The novelist Mary Wesley never forgot the night of 26 October 1944. She was then 32, locked in a loveless marriage to ‘a perfectly nice but remarkably boring’ barrister, Lord Swinfen, and was dining at the Ritz with a friend from MI6 — she had worked there in April 1940, decoding the positions of German regiments — when she looked up and saw, seated at another table, the Royal Marines captain whom she had met only a few hours earlier at Les Ambassadeurs. ‘He kept sending me notes through dinner saying, “You can’t stay with that old bore.

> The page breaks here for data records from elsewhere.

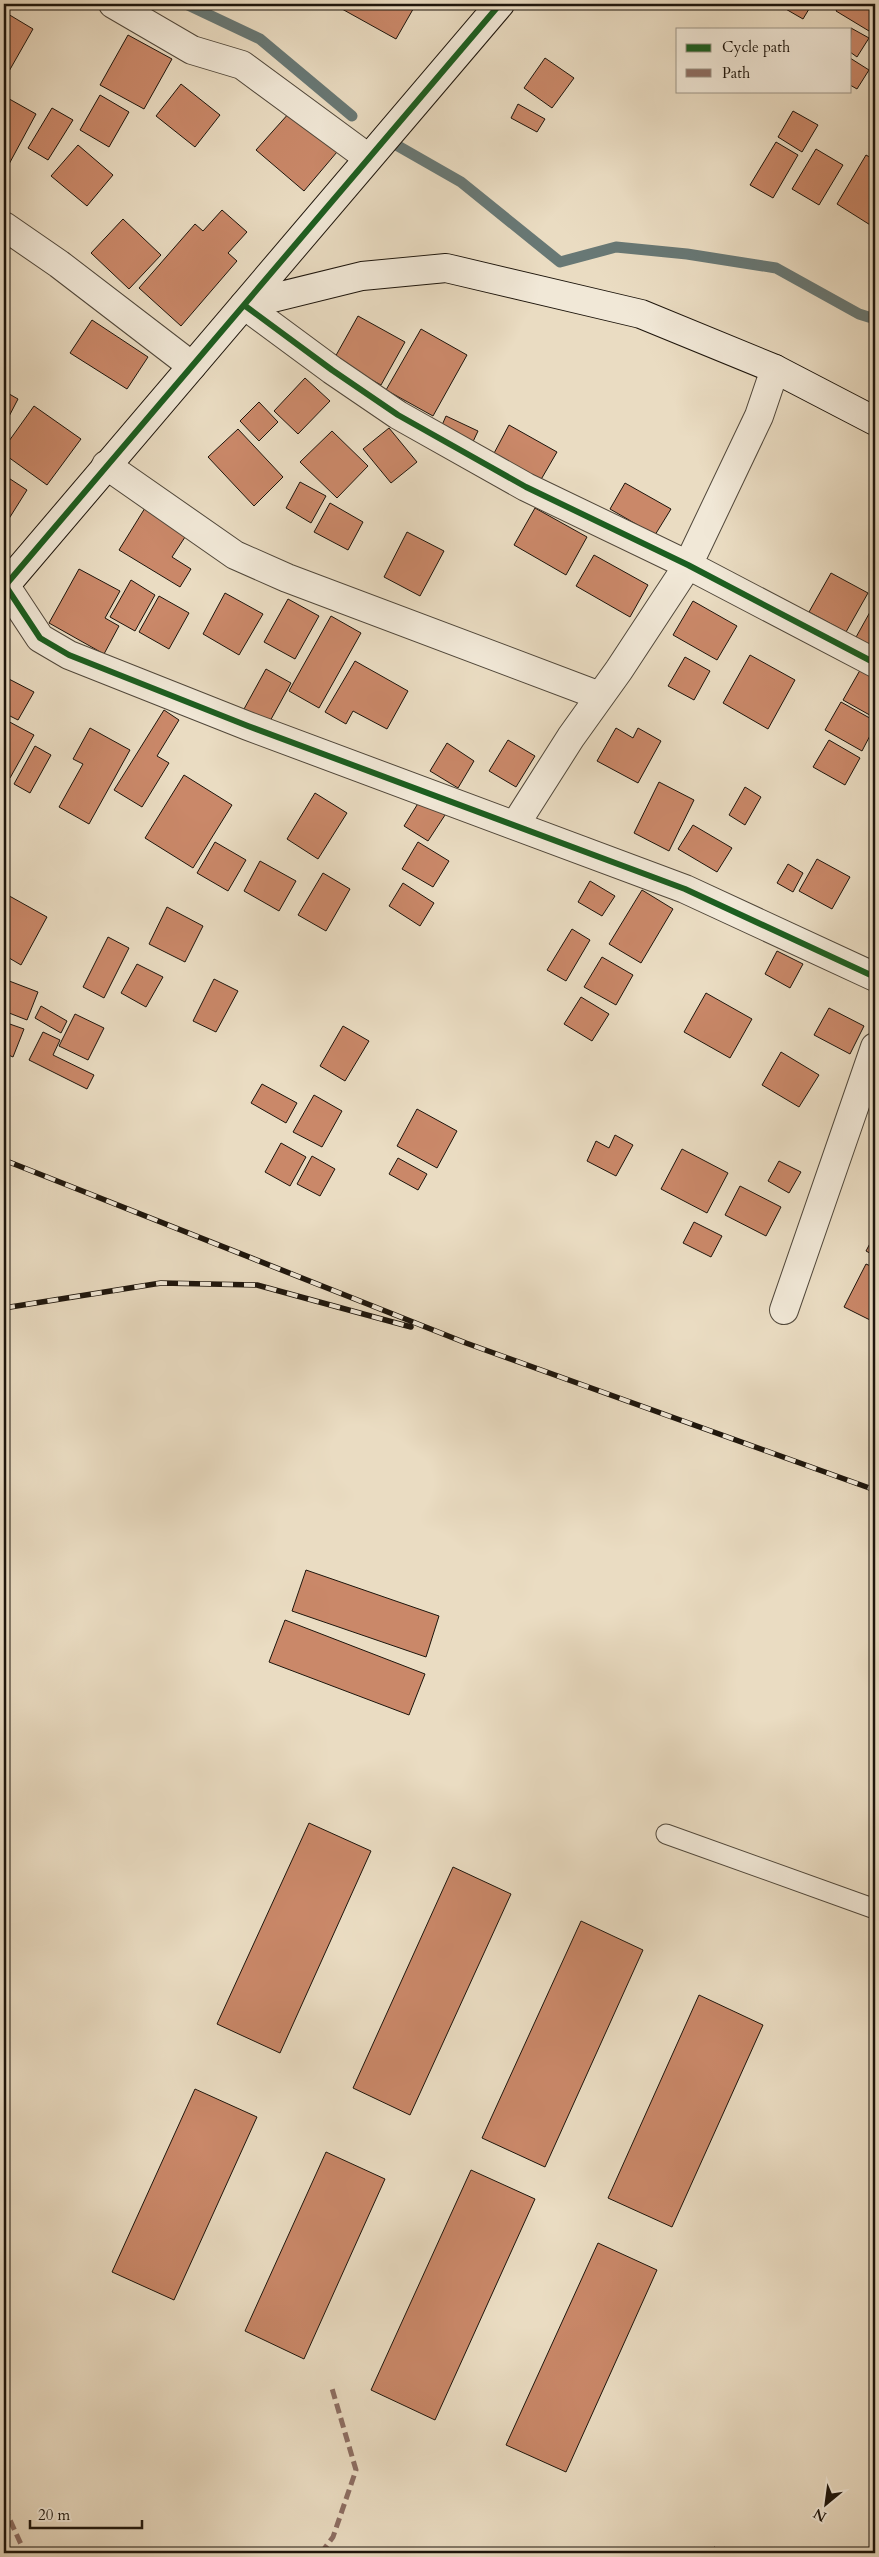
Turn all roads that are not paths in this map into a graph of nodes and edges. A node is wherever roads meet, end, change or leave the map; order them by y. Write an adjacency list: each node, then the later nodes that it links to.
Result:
1 (112, 4): 3 (street)
2 (500, 4): 3 (street)
3 (367, 157): 5 (street)
4 (4, 226): 6 (street)
5 (244, 305): 6 (street); 7 (street); 10 (street)
6 (192, 366): 9 (street)
7 (775, 369): 8 (street); 10 (street)
8 (875, 421)
9 (106, 466): 11 (street); 13 (street)
10 (688, 565): 12 (street); 13 (street)
11 (5, 586): 14 (street)
12 (875, 663)
13 (600, 696): 14 (street)
14 (515, 825): 15 (street)
15 (875, 977)
16 (875, 1047): 17 (street)
17 (784, 1310)
18 (666, 1834): 19 (lane)
19 (875, 1909)

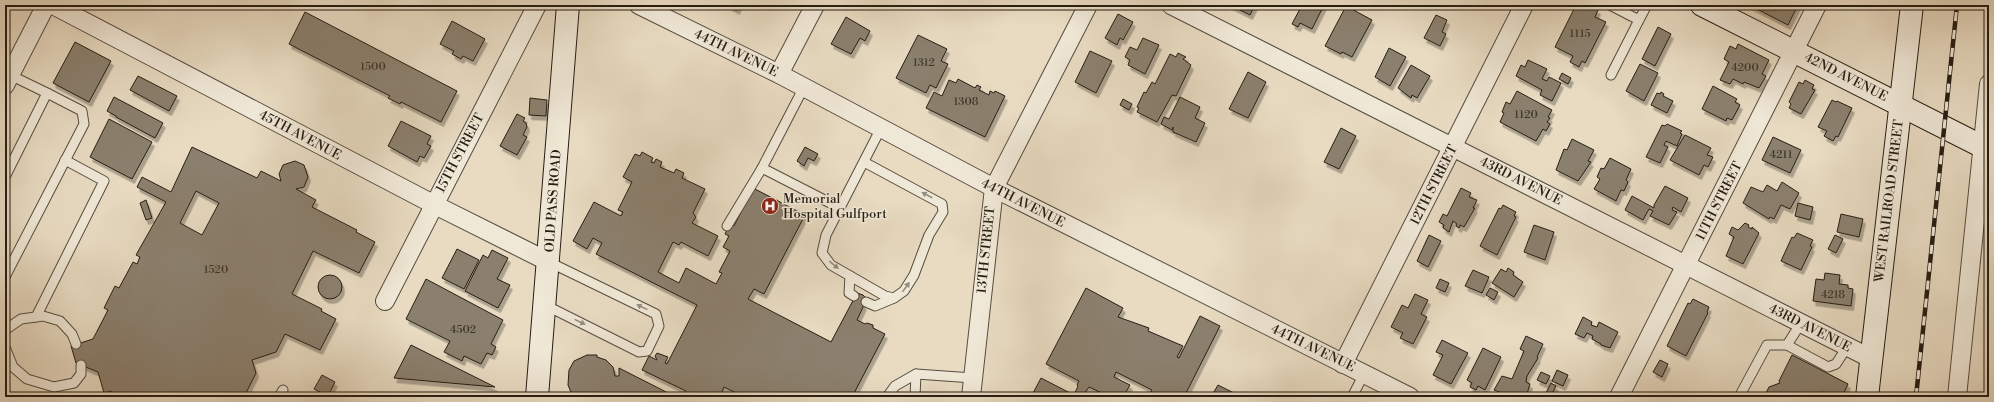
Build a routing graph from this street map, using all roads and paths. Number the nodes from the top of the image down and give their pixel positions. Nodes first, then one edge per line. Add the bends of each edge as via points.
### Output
1 (46, 5) edge
2 (53, 5) edge
3 (537, 5) edge
4 (568, 5) edge
5 (639, 5) edge
6 (815, 5) edge
7 (1088, 5) edge
8 (1171, 5) edge
9 (1524, 5) edge
10 (1610, 5) edge
11 (1647, 5) edge
12 (1702, 5) edge
13 (1817, 5) edge
14 (1912, 5) edge
15 (1639, 20) junction
16 (1794, 51) junction
17 (779, 74) junction
18 (1611, 75) dead end
19 (8, 80) edge
20 (1989, 84) edge
21 (804, 87) junction
22 (47, 93) junction
23 (1900, 104) junction
24 (881, 128) junction
25 (1453, 147) junction
26 (1986, 149) edge
27 (65, 160) junction
28 (864, 162) junction
29 (762, 168) junction
30 (5, 177) edge
31 (994, 188) junction
32 (433, 204) junction
33 (840, 208) junction
34 (727, 226) dead end
35 (549, 262) junction
36 (1686, 266) junction
37 (850, 276) junction
38 (5, 277) edge
39 (854, 296) dead end
40 (894, 298) junction
41 (385, 301) dead end
42 (866, 302) dead end
43 (545, 305) junction
44 (36, 317) junction
45 (1801, 323) junction
46 (5, 330) edge
47 (76, 344) dead end
48 (1787, 345) junction
49 (5, 347) edge
50 (1848, 347) junction
51 (1870, 358) junction
52 (1343, 364) junction
53 (81, 365) dead end
54 (916, 374) junction
55 (1364, 374) junction
56 (973, 378) junction
57 (1403, 396) edge
58 (537, 397) edge
59 (887, 397) edge
60 (915, 397) edge
61 (971, 397) edge
62 (1352, 397) edge
63 (1619, 397) edge
64 (1739, 397) edge
65 (1866, 397) edge
66 (1957, 397) edge

1 - 19 street
2 - 32 street, 45TH AVENUE
3 - 32 street, 15TH STREET
4 - 35 street, OLD PASS ROAD
5 - 17 street, 44TH AVENUE
6 - 17 street
7 - 31 street, 13TH STREET
8 - 25 street, 43RD AVENUE
9 - 25 street, 12TH STREET
10 - 15 lane
11 - 15 lane
12 - 16 street, 42ND AVENUE
13 - 16 street, 11TH STREET
14 - 23 street, WEST RAILROAD STREET
15 - 18 lane
16 - 23 street, 42ND AVENUE
16 - 36 street, 11TH STREET
17 - 21 street, 44TH AVENUE
19 - 22 lane
20 - 26 street
21 - 24 street, 44TH AVENUE
21 - 29 lane
22 - 27 lane via 82,111 84,124
22 - 30 lane
23 - 26 street, 42ND AVENUE
23 - 51 street, WEST RAILROAD STREET
24 - 28 lane
24 - 31 street, 44TH AVENUE
25 - 36 street, 43RD AVENUE
25 - 52 street, 12TH STREET
26 - 66 street
27 - 38 lane
27 - 44 lane via 104,181
28 - 33 lane
40 -> 28 lane via 904,291 914,275 929,235 943,212 942,204
29 - 33 lane
29 - 34 lane
31 - 52 street, 44TH AVENUE
31 - 56 street, 13TH STREET
32 - 35 street, 45TH AVENUE
32 - 41 street, 15TH STREET
33 -> 37 lane via 826,235 822,253 832,265
35 - 43 street, OLD PASS ROAD
43 -> 35 lane via 639,352 647,351 659,326 656,314
36 - 45 street, 43RD AVENUE
36 - 63 street, 11TH STREET
37 - 39 lane via 849,293
37 - 40 lane via 885,296
40 - 42 lane via 875,306
43 - 58 street, OLD PASS ROAD
44 - 46 lane via 21,319
44 - 47 lane via 43,316 60,321 72,334
45 - 48 lane
45 - 50 street, 43RD AVENUE
48 - 50 lane via 1828,367 1836,364
48 - 64 lane via 1767,345
49 - 53 lane via 13,367 27,379 54,387 74,383 81,374
50 - 51 street, 43RD AVENUE
51 - 65 street, WEST RAILROAD STREET
52 - 55 street, 44TH AVENUE
54 - 56 lane
54 - 59 lane via 895,386
54 - 60 lane
55 - 57 street, 44TH AVENUE
55 - 62 lane
56 - 61 street, 13TH STREET

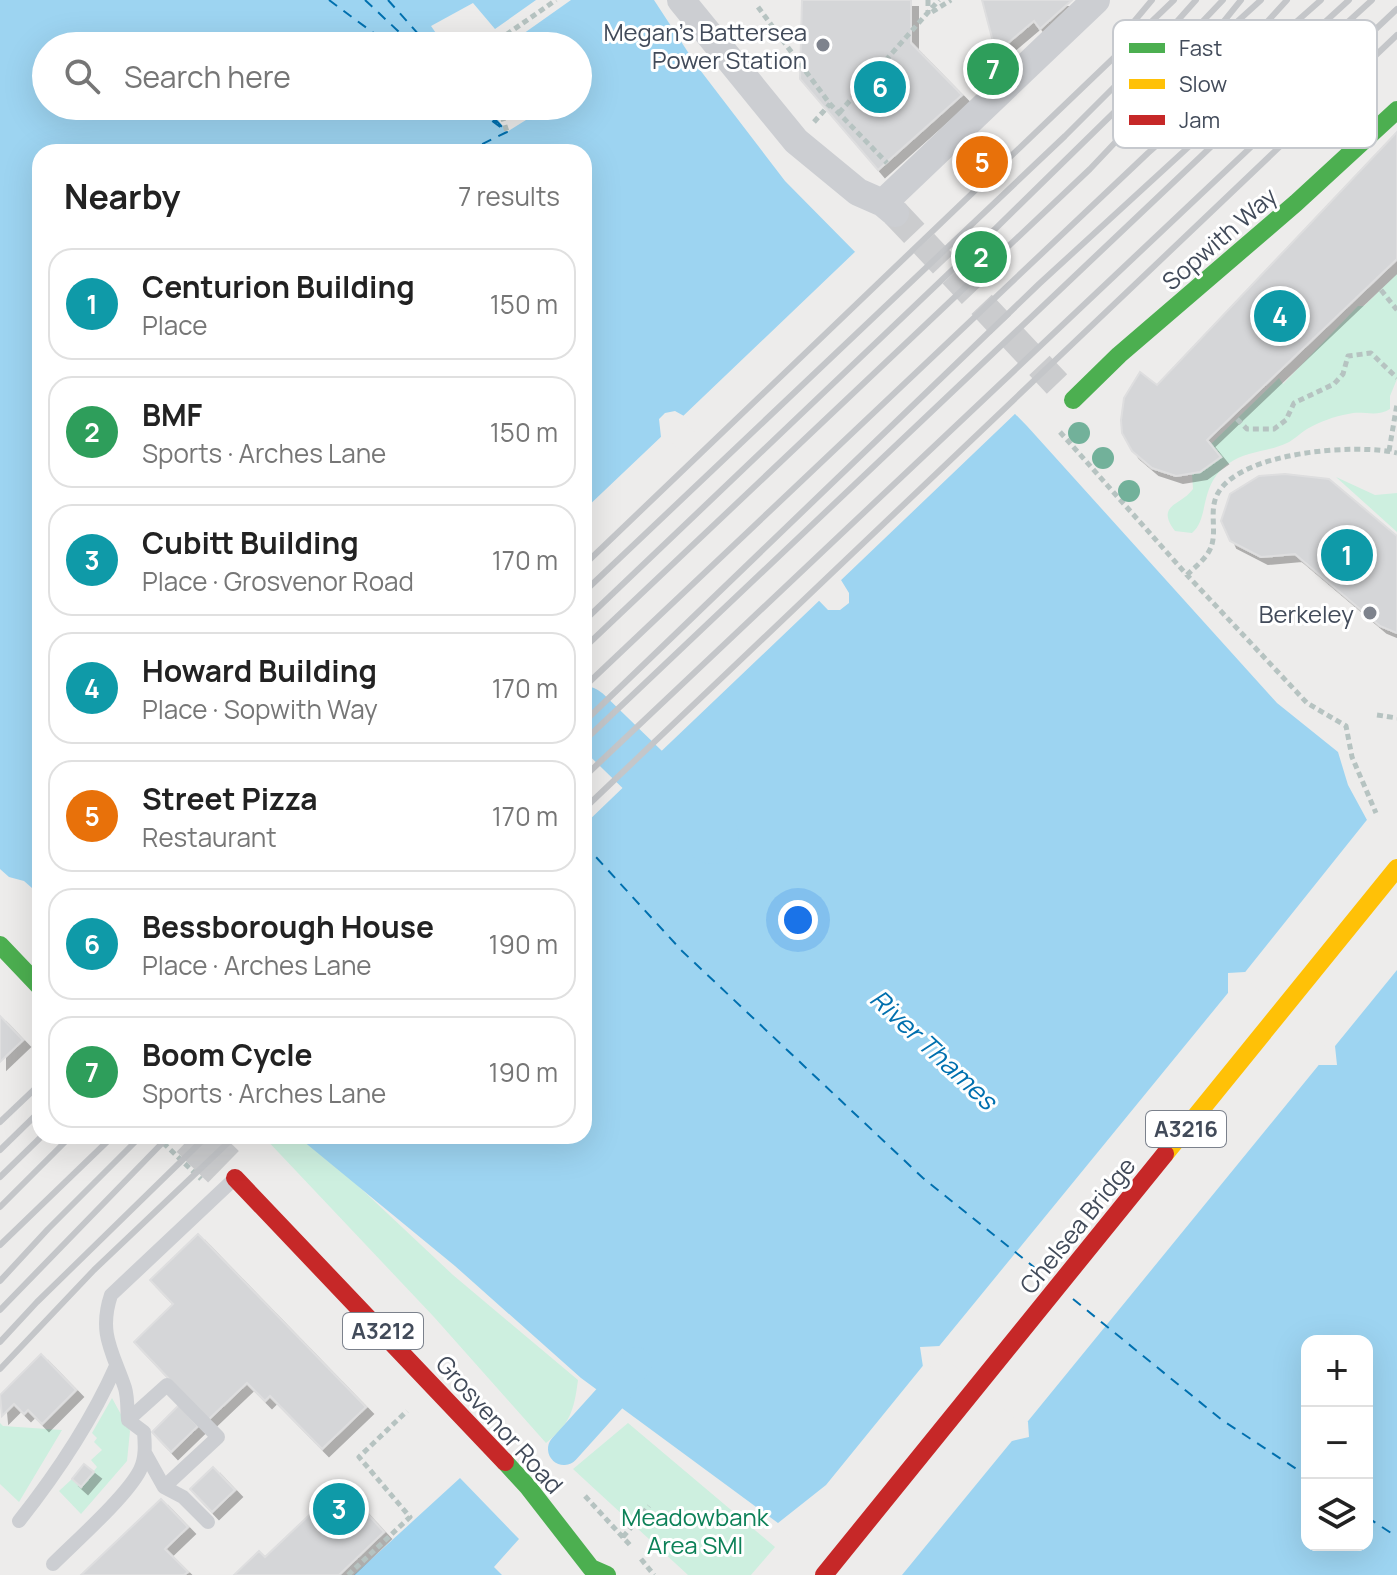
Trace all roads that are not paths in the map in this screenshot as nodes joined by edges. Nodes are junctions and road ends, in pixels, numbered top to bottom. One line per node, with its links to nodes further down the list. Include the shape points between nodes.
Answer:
1 (1096, 0): 2 (street, via 889,208 858,192 796,141)
2 (694, 7)
3 (1397, 110): 4 (main road, Sopwith Way)
4 (1377, 128)
5 (1355, 148): 6 (main road, Sopwith Way, via 1119,355)
6 (1065, 392)
7 (1397, 868): 19 (main road, Chelsea Bridge / A3216)
8 (3, 953): 9 (main road)
9 (32, 980)
10 (235, 1178): 11 (lane, via 111,1295 105,1337); 18 (main road, Grosvenor Road / A3212, via 528,1487)
11 (116, 1366): 12 (lane, via 126,1391); 15 (lane, via 100,1402)
12 (128, 1420): 13 (lane, via 144,1432); 14 (lane, via 167,1385 218,1437)
13 (145, 1453): 14 (lane); 17 (lane, via 140,1470 119,1496)
14 (164, 1487): 16 (lane, via 183,1497)
15 (19, 1521)
16 (208, 1522)
17 (53, 1564)
18 (597, 1573)
19 (824, 1575)

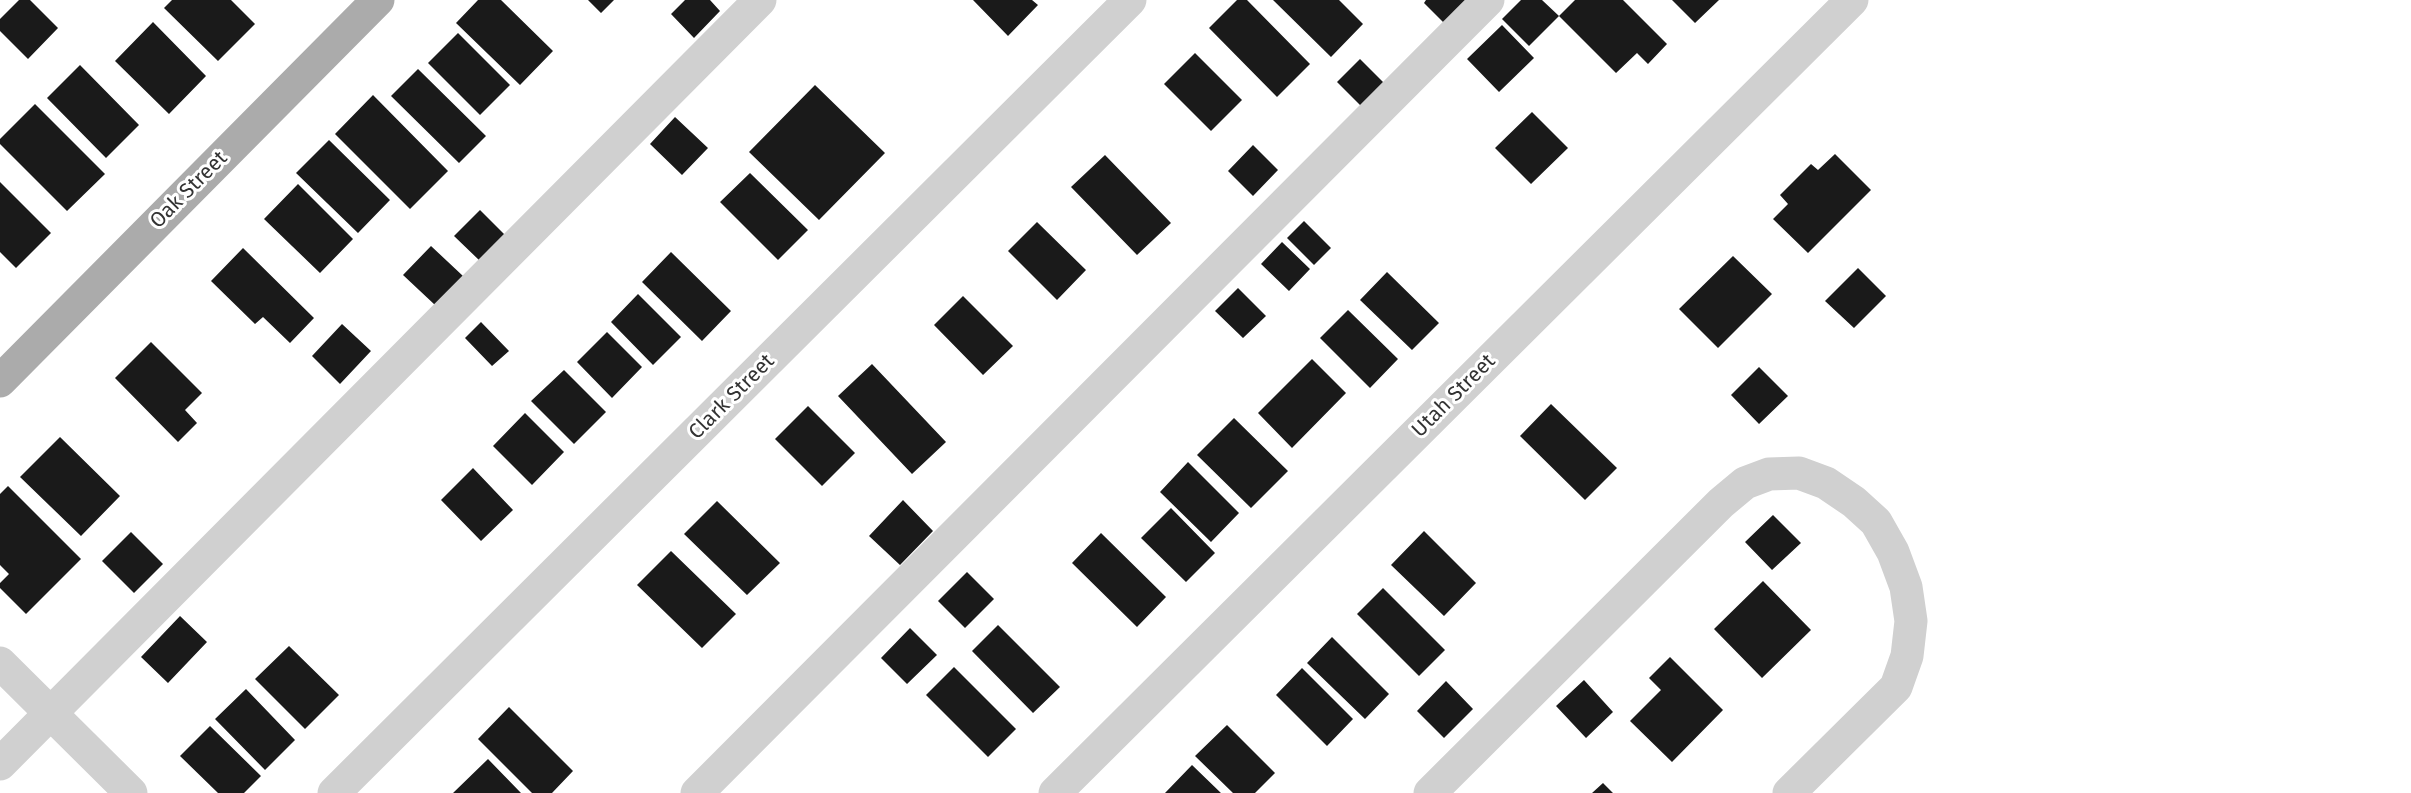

Come dancing.”’ Which she did.
After he had escorted her back through the bomb-blasted streets to the Rembrandt Hotel, she woke early — ‘because I knew it was something big and I’d just sworn to give up men’. The man rose earlier still, at 5am. ‘He’d spent the whole night ringing round London to ask who I was. I found myself in the lobby checking out, desperate to get away — when there he was, beside me.’
She told me: ‘He stayed there for the rest of his life.’
Eric Siepmann, 41, was a tall, impetuous Old Wykehamist who at school had beaten Richard Crossman for not cleaning his white shoes. At Oxford, to which he had won a scholarship as well, he provoked Evelyn Waugh to splutter: ‘Do I like Eric Siepmann? That’s an occupation as fatuous as balancing a pole on your chin.’ The novelist Antonia White, with whom he’d had an affair, called him ‘the wickedest man I ever met’.
The bi-polar third son of a brilliant German émigré teacher, Siepmann was a talented if volatile journalist who had a destructive habit of walking out of jobs because he refused to compromise.